[Start of Attachment]

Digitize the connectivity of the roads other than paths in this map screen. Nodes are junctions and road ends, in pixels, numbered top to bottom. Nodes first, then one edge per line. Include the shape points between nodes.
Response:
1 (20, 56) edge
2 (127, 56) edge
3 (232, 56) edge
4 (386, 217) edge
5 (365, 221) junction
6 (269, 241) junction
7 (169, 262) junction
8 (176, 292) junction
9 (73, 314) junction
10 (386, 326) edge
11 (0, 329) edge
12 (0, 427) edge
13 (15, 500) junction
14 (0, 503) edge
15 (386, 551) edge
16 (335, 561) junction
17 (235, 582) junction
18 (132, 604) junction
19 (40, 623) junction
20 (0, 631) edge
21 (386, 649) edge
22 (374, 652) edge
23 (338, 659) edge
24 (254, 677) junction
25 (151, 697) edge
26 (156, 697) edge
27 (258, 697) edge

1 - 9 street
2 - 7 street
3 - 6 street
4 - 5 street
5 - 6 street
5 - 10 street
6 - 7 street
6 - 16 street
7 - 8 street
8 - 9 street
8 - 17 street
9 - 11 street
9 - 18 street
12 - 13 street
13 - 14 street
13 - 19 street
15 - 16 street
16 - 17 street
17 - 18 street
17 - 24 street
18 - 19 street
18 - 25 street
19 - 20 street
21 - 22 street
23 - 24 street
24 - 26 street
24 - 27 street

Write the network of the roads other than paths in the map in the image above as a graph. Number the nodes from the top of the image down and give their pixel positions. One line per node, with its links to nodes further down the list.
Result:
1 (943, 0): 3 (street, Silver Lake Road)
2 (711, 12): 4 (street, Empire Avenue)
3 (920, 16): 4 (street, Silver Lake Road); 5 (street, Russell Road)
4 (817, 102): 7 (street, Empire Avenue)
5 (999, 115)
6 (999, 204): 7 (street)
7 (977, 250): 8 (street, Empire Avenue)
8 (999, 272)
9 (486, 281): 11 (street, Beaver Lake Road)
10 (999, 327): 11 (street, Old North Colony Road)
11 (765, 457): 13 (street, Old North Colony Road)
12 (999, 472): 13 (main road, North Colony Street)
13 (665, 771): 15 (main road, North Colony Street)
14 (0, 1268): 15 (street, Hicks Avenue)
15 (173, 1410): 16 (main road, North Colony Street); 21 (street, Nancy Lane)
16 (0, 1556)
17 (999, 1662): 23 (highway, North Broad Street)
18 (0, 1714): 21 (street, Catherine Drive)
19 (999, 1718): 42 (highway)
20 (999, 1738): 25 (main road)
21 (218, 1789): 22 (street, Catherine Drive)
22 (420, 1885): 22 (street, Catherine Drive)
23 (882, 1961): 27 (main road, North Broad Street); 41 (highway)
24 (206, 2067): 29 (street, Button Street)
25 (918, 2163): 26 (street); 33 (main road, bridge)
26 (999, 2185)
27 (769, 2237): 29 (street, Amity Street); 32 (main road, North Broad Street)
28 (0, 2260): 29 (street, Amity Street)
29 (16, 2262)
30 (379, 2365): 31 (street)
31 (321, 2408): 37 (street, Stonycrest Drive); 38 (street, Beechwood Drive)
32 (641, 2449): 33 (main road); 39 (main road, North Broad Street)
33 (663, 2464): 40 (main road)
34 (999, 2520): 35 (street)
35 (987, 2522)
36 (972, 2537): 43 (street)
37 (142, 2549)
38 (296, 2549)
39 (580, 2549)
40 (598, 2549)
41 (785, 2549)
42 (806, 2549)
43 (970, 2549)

[End of Attachment]

- **What you should do**
Using the listing, copy every line where the word "highway" shows up.

- **Answer box**
17 (999, 1662): 23 (highway, North Broad Street)
19 (999, 1718): 42 (highway)
23 (882, 1961): 27 (main road, North Broad Street); 41 (highway)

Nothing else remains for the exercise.